Já os dados relativos à identidade de gênero mostram que travestis e homens e mulheres trans foram 4.170 vítimas de violência em 2022, uma alta de 34,4% em relação a 2021 (3.103).
Em 2022 as mulheres trans foram 66,3% do total de pessoas trans e travestis vítimas de violência. Homens trans representaram 19,5% enquanto travestis foram 14,3%.
Além disso, o levantamento aponta que, no que diz respeito ao tipo de violência sofrida, 3.159 pessoas trans e travestis foram vítimas de violência física em 2022. Em 2021 foram 2.391, o que significa um aumento de 32,1%.
No caso das violências psicológicas contra pessoas trans e travestis em 2022, foram registradas 1.302, contra 1.064 em 2021, crescimento de 22,3%. Também foram contabilizados 175 violências de tortura em 2022, um recrudescimento de 41,1% em relação a 2021, segundo o vermelho.
“Se é verdade que o aumento dos registros do Sinan poderia ser explicado pelo espraiamento das redes de atendimento, poderia ser também atribuído a um aumento da violência e da vulnerabilidade contra essa população, ainda que não tenha resultado em aumento dos casos letais captados pela sociedade civil”, diz o estudo.
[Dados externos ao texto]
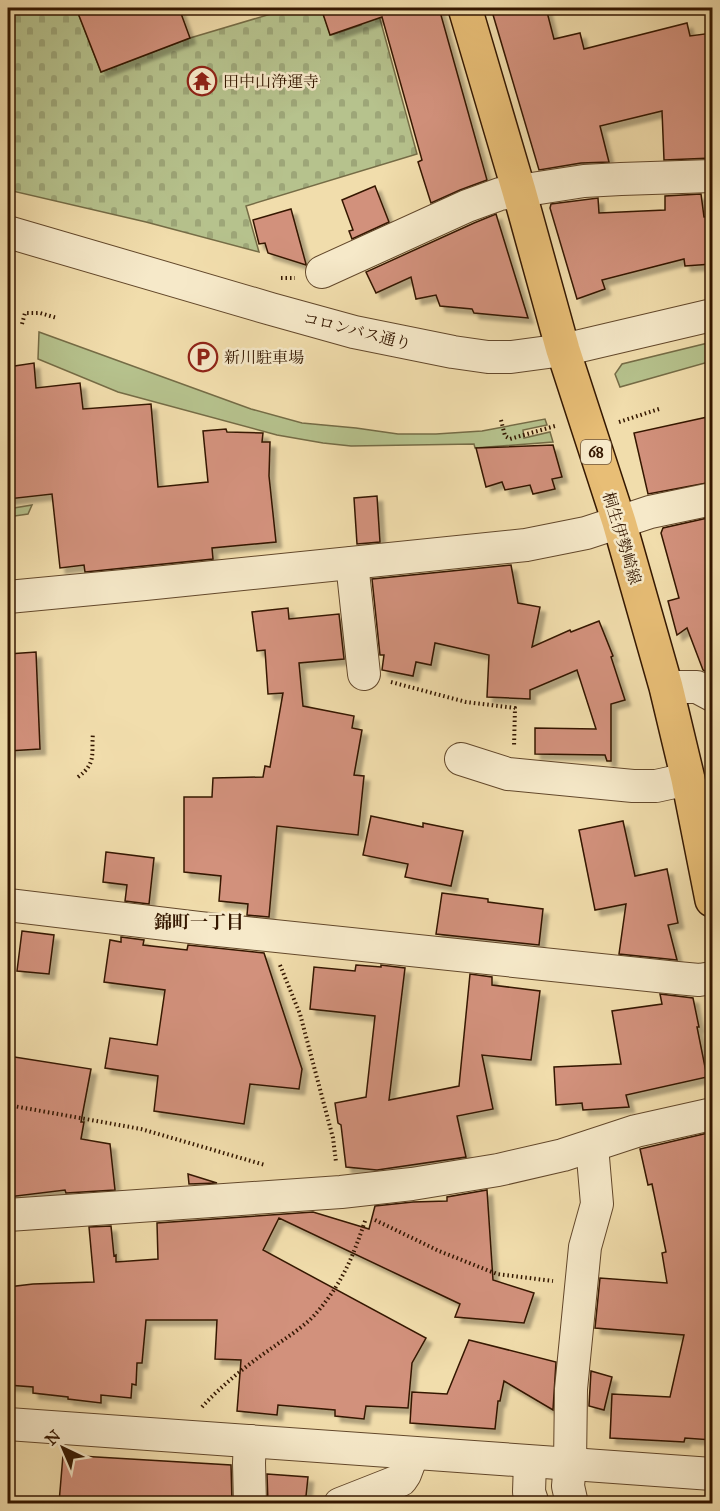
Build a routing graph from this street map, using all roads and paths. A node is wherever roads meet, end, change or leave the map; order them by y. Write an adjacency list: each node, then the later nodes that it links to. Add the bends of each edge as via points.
1 (465, 8): 3 (main road, 桐生伊勢崎線 / 68)
2 (712, 176): 3 (street, via 621,179)
3 (519, 191): 5 (street, via 467,206); 9 (main road, 桐生伊勢崎線 / 68)
4 (8, 232): 9 (street, コロンバス通り, via 271,309 409,344 488,357)
5 (322, 272)
6 (712, 315): 9 (street, コロンバス通り)
7 (57, 318): 8 (path, via 25,313)
8 (22, 324)
9 (563, 350): 15 (main road, 桐生伊勢崎線 / 68)
10 (659, 409): 12 (path)
11 (501, 420): 13 (path, via 505,436 510,439)
12 (619, 422)
13 (555, 426)
14 (712, 499): 15 (street)
15 (619, 522): 16 (street, via 526,545); 19 (main road, 桐生伊勢崎線 / 68)
16 (352, 564): 17 (street); 18 (street)
17 (8, 597)
18 (364, 674): 22 (path, via 466,702 515,708)
19 (666, 687): 20 (street, via 697,687); 25 (main road, 桐生伊勢崎線 / 68)
20 (712, 696)
21 (93, 733): 24 (path, via 90,766)
22 (514, 748)
23 (461, 759): 25 (street, via 508,774 633,786)
24 (78, 777)
25 (688, 779): 26 (main road, 桐生伊勢崎線 / 68)
26 (712, 900)
27 (8, 905): 28 (street)
28 (271, 936): 29 (street, via 677,978); 32 (path, via 300,1014 333,1138)
29 (712, 978)
30 (712, 1114): 31 (street, via 636,1131)
31 (592, 1146): 32 (street, via 498,1170); 40 (street, via 597,1204 580,1285 571,1389)
32 (341, 1192): 33 (street)
33 (8, 1215)
34 (367, 1215): 35 (path, via 346,1271 317,1313 242,1371)
35 (196, 1414)
36 (8, 1424): 37 (street)
37 (250, 1441): 38 (street); 42 (street)
38 (413, 1453): 39 (street); 43 (street, via 401,1480)
39 (530, 1462): 40 (street); 44 (street)
40 (570, 1464): 41 (street); 45 (street, via 568,1486)
41 (712, 1474)
42 (250, 1503)
43 (340, 1503)
44 (532, 1503)
45 (572, 1503)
Cabe salientar que a maior parte dos agressores, 71%, é de homens.
O Atlas acrescenta que o ano de 2022 “encerrou o mandato de um governo federal marcado por violações a direitos humanos e pela reconfiguração de políticas públicas para essa população, em que ataques à população LGBTQIAPN+ constituíram tática de manutenção de popularidade e mobilização de massa no longo prazo, e instrumento de campanha política no curto prazo”.
De acordo com o a pesquisa, o enfrentamento a esse tipo de violência “depende da produção de um tecido social acolhedor à diversidade e às dissidências sexuais e de gênero, pela via de uma educação e conscientização que abordem temas ainda lidos como polêmicos e ‘ideológicos’ quando, na verdade, dizem respeito à vida e aos direitos de existência das diferenças”.